Please return every record exactly, with no pictures included.

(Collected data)
━━━━━━━━━━━━━━━━

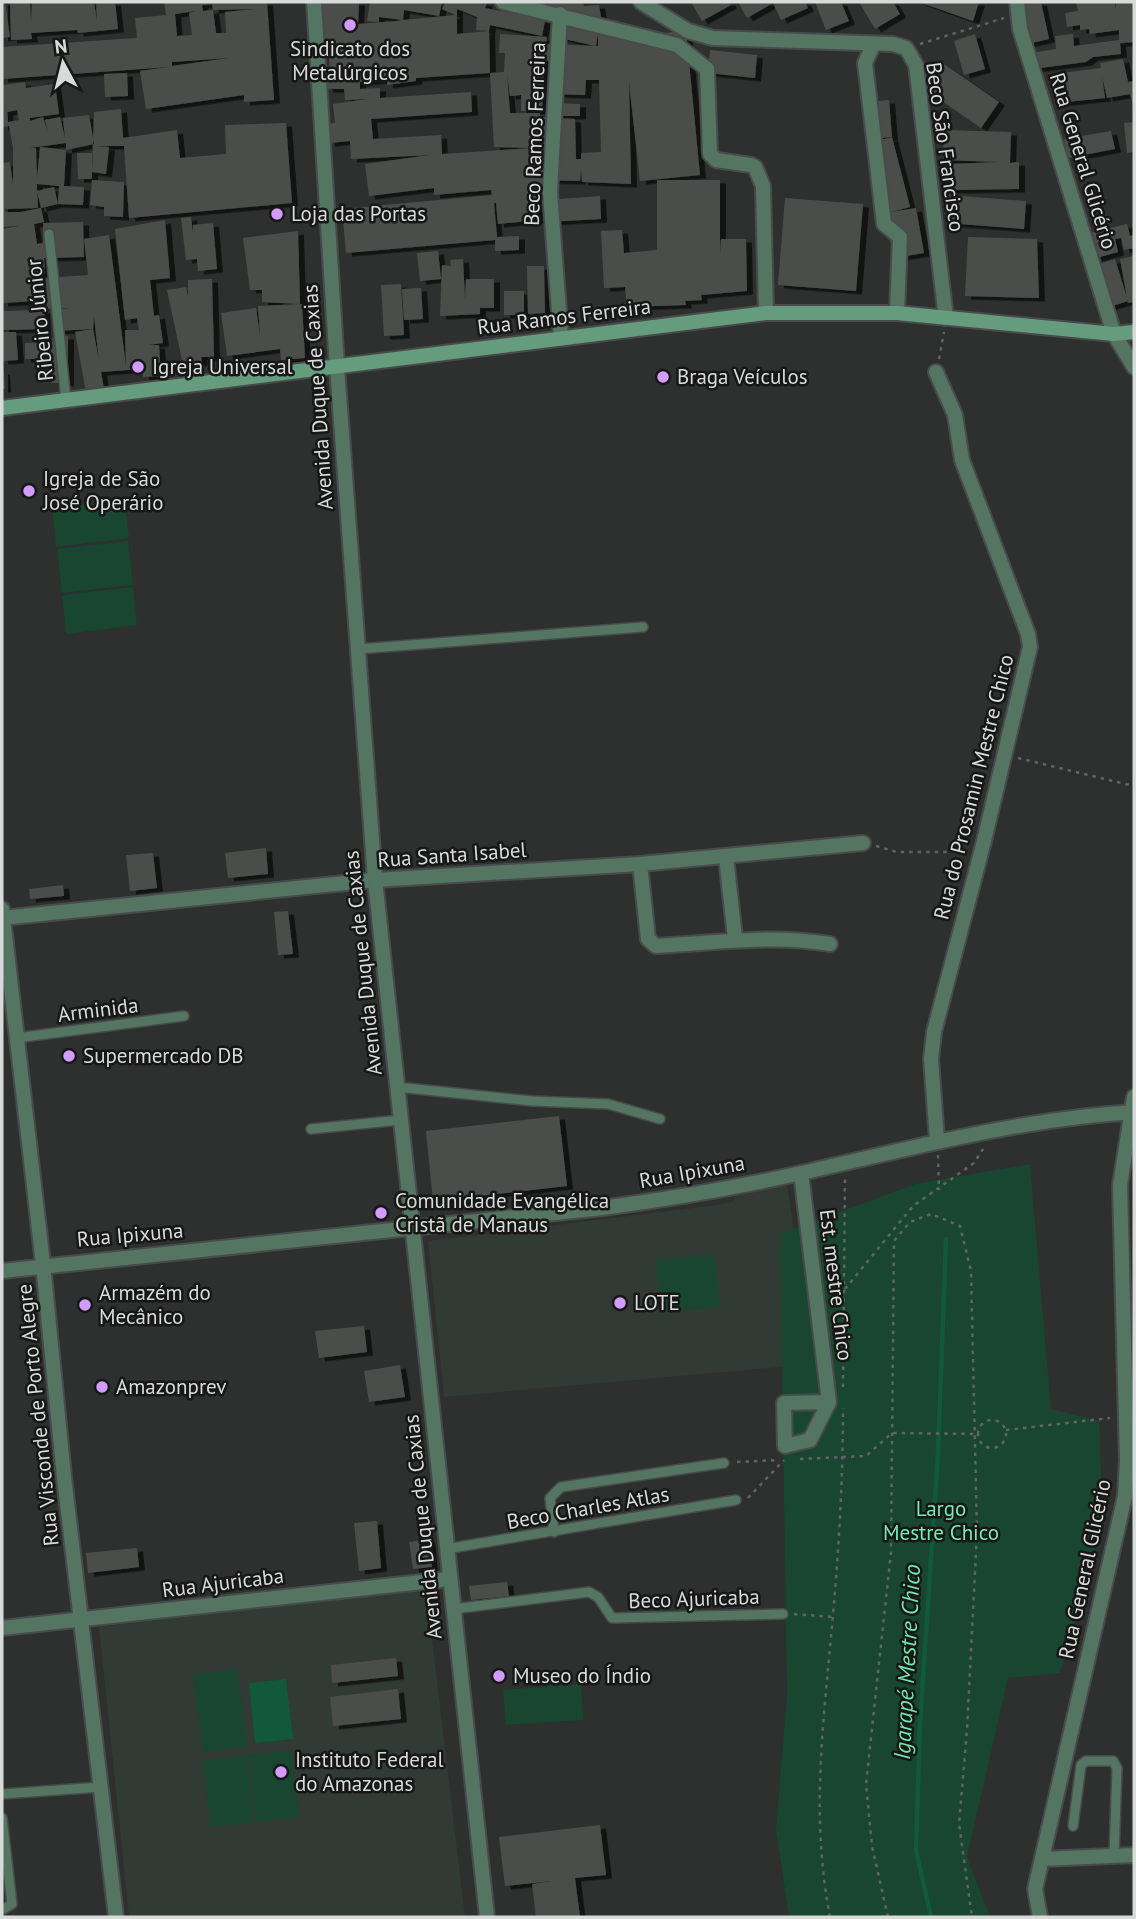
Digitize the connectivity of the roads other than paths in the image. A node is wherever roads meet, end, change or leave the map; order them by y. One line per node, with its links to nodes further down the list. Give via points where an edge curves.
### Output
1 (314, 2): 14 (street, Avenida Duque de Caxias)
2 (503, 2): 5 (street)
3 (641, 2): 6 (street, Beco São Francisco, via 688,31 713,38)
4 (1017, 8): 12 (street, Rua General Glicério)
5 (560, 14): 8 (street, via 677,45 707,69 710,154 716,160 751,164 763,186); 13 (street, Beco Ramos Ferreira, via 550,192)
6 (873, 46): 9 (street, via 865,63 884,224 900,237); 10 (street, Beco São Francisco, via 906,48 916,65)
7 (48, 234): 17 (lane, Ribeiro Júnior)
8 (766, 313): 9 (main road, Rua Ramos Ferreira); 13 (main road, Rua Ramos Ferreira)
9 (897, 313): 10 (main road, Rua Ramos Ferreira)
10 (947, 318): 12 (main road, Rua Ramos Ferreira)
11 (1134, 332): 12 (main road, Rua Ramos Ferreira)
12 (1114, 334): 15 (street, Rua General Glicério)
13 (561, 338): 14 (main road, Rua Ramos Ferreira)
14 (337, 367): 17 (main road, Rua Ramos Ferreira); 20 (street, Avenida Duque de Caxias)
15 (1134, 367)
16 (936, 372): 35 (street, Rua do Prosamin Mestre Chico, via 955,415 962,460 1028,634 1028,664 934,1032 931,1059)
17 (66, 401): 18 (main road, Rua Ramos Ferreira)
18 (2, 408)
19 (643, 627): 20 (lane)
20 (358, 649): 24 (street, Avenida Duque de Caxias)
21 (863, 842): 22 (street, Rua Santa Isabel)
22 (726, 857): 23 (street, Rua Santa Isabel); 26 (street)
23 (640, 864): 24 (street, Rua Santa Isabel); 26 (street, via 651,943)
24 (375, 880): 25 (street, Rua Santa Isabel); 30 (street, Avenida Duque de Caxias)
25 (2, 915): 29 (street, Rua Visconde de Porto Alegre)
26 (734, 938): 27 (street)
27 (830, 944)
28 (184, 1016): 29 (lane, Arminida)
29 (16, 1038): 38 (street, Rua Visconde de Porto Alegre)
30 (397, 1087): 32 (lane, via 608,1104); 33 (street, Avenida Duque de Caxias)
31 (1133, 1107): 35 (street, Rua Ipixuna); 42 (street, Rua General Glicério, via 1120,1185)
32 (660, 1119)
33 (400, 1120): 34 (lane); 37 (street, Avenida Duque de Caxias)
34 (311, 1129)
35 (937, 1140): 36 (street, Rua Ipixuna)
36 (801, 1173): 37 (street, Rua Ipixuna, via 688,1196); 40 (street, Est. mestre Chico)
37 (412, 1229): 38 (street, Rua Ipixuna); 45 (street, Avenida Duque de Caxias)
38 (43, 1264): 39 (street, Rua Ipixuna); 49 (street, Rua Visconde de Porto Alegre)
39 (2, 1270)
40 (836, 1404)
41 (724, 1463): 44 (lane, via 561,1487 550,1498)
42 (1130, 1495): 57 (street, Rua General Glicério)
43 (736, 1500): 44 (lane, Beco Charles Atlas)
44 (554, 1532): 45 (lane, Beco Charles Atlas)
45 (446, 1549): 46 (street, Avenida Duque de Caxias)
46 (449, 1579): 47 (street, Avenida Duque de Caxias); 49 (street, Rua Ajuricaba)
47 (453, 1609): 48 (lane, Beco Ajuricaba, via 589,1592 612,1618); 60 (street, Avenida Duque de Caxias)
48 (783, 1614)
49 (81, 1621): 50 (street, Rua Ajuricaba); 51 (street, Rua Visconde de Porto Alegre)
50 (2, 1628)
51 (101, 1787): 52 (lane); 59 (street, Rua Visconde de Porto Alegre)
52 (2, 1794)
53 (2, 1818): 58 (lane, via 12,1904)
54 (1073, 1826): 56 (lane, via 1081,1765 1113,1761 1117,1768)
55 (1134, 1855): 56 (street)
56 (1114, 1856): 57 (street)
57 (1042, 1859): 61 (street, Rua General Glicério, via 1035,1889)
58 (2, 1910)
59 (116, 1917)
60 (487, 1917)
61 (1040, 1917)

━━━━━━━━━━━━━━━━

- Result below
Digitize the connectivity of the roads other than paths in the image. A node is wherever roads meet, end, change or leave the map; order them by y. One line per node, with its links to nodes further down the list. Give via points where an edge curves.
### Output
1 (314, 2): 14 (street, Avenida Duque de Caxias)
2 (503, 2): 5 (street)
3 (641, 2): 6 (street, Beco São Francisco, via 688,31 713,38)
4 (1017, 8): 12 (street, Rua General Glicério)
5 (560, 14): 8 (street, via 677,45 707,69 710,154 716,160 751,164 763,186); 13 (street, Beco Ramos Ferreira, via 550,192)
6 (873, 46): 9 (street, via 865,63 884,224 900,237); 10 (street, Beco São Francisco, via 906,48 916,65)
7 (48, 234): 17 (lane, Ribeiro Júnior)
8 (766, 313): 9 (main road, Rua Ramos Ferreira); 13 (main road, Rua Ramos Ferreira)
9 (897, 313): 10 (main road, Rua Ramos Ferreira)
10 (947, 318): 12 (main road, Rua Ramos Ferreira)
11 (1134, 332): 12 (main road, Rua Ramos Ferreira)
12 (1114, 334): 15 (street, Rua General Glicério)
13 (561, 338): 14 (main road, Rua Ramos Ferreira)
14 (337, 367): 17 (main road, Rua Ramos Ferreira); 20 (street, Avenida Duque de Caxias)
15 (1134, 367)
16 (936, 372): 35 (street, Rua do Prosamin Mestre Chico, via 955,415 962,460 1028,634 1028,664 934,1032 931,1059)
17 (66, 401): 18 (main road, Rua Ramos Ferreira)
18 (2, 408)
19 (643, 627): 20 (lane)
20 (358, 649): 24 (street, Avenida Duque de Caxias)
21 (863, 842): 22 (street, Rua Santa Isabel)
22 (726, 857): 23 (street, Rua Santa Isabel); 26 (street)
23 (640, 864): 24 (street, Rua Santa Isabel); 26 (street, via 651,943)
24 (375, 880): 25 (street, Rua Santa Isabel); 30 (street, Avenida Duque de Caxias)
25 (2, 915): 29 (street, Rua Visconde de Porto Alegre)
26 (734, 938): 27 (street)
27 (830, 944)
28 (184, 1016): 29 (lane, Arminida)
29 (16, 1038): 38 (street, Rua Visconde de Porto Alegre)
30 (397, 1087): 32 (lane, via 608,1104); 33 (street, Avenida Duque de Caxias)
31 (1133, 1107): 35 (street, Rua Ipixuna); 42 (street, Rua General Glicério, via 1120,1185)
32 (660, 1119)
33 (400, 1120): 34 (lane); 37 (street, Avenida Duque de Caxias)
34 (311, 1129)
35 (937, 1140): 36 (street, Rua Ipixuna)
36 (801, 1173): 37 (street, Rua Ipixuna, via 688,1196); 40 (street, Est. mestre Chico)
37 (412, 1229): 38 (street, Rua Ipixuna); 45 (street, Avenida Duque de Caxias)
38 (43, 1264): 39 (street, Rua Ipixuna); 49 (street, Rua Visconde de Porto Alegre)
39 (2, 1270)
40 (836, 1404)
41 (724, 1463): 44 (lane, via 561,1487 550,1498)
42 (1130, 1495): 57 (street, Rua General Glicério)
43 (736, 1500): 44 (lane, Beco Charles Atlas)
44 (554, 1532): 45 (lane, Beco Charles Atlas)
45 (446, 1549): 46 (street, Avenida Duque de Caxias)
46 (449, 1579): 47 (street, Avenida Duque de Caxias); 49 (street, Rua Ajuricaba)
47 (453, 1609): 48 (lane, Beco Ajuricaba, via 589,1592 612,1618); 60 (street, Avenida Duque de Caxias)
48 (783, 1614)
49 (81, 1621): 50 (street, Rua Ajuricaba); 51 (street, Rua Visconde de Porto Alegre)
50 (2, 1628)
51 (101, 1787): 52 (lane); 59 (street, Rua Visconde de Porto Alegre)
52 (2, 1794)
53 (2, 1818): 58 (lane, via 12,1904)
54 (1073, 1826): 56 (lane, via 1081,1765 1113,1761 1117,1768)
55 (1134, 1855): 56 (street)
56 (1114, 1856): 57 (street)
57 (1042, 1859): 61 (street, Rua General Glicério, via 1035,1889)
58 (2, 1910)
59 (116, 1917)
60 (487, 1917)
61 (1040, 1917)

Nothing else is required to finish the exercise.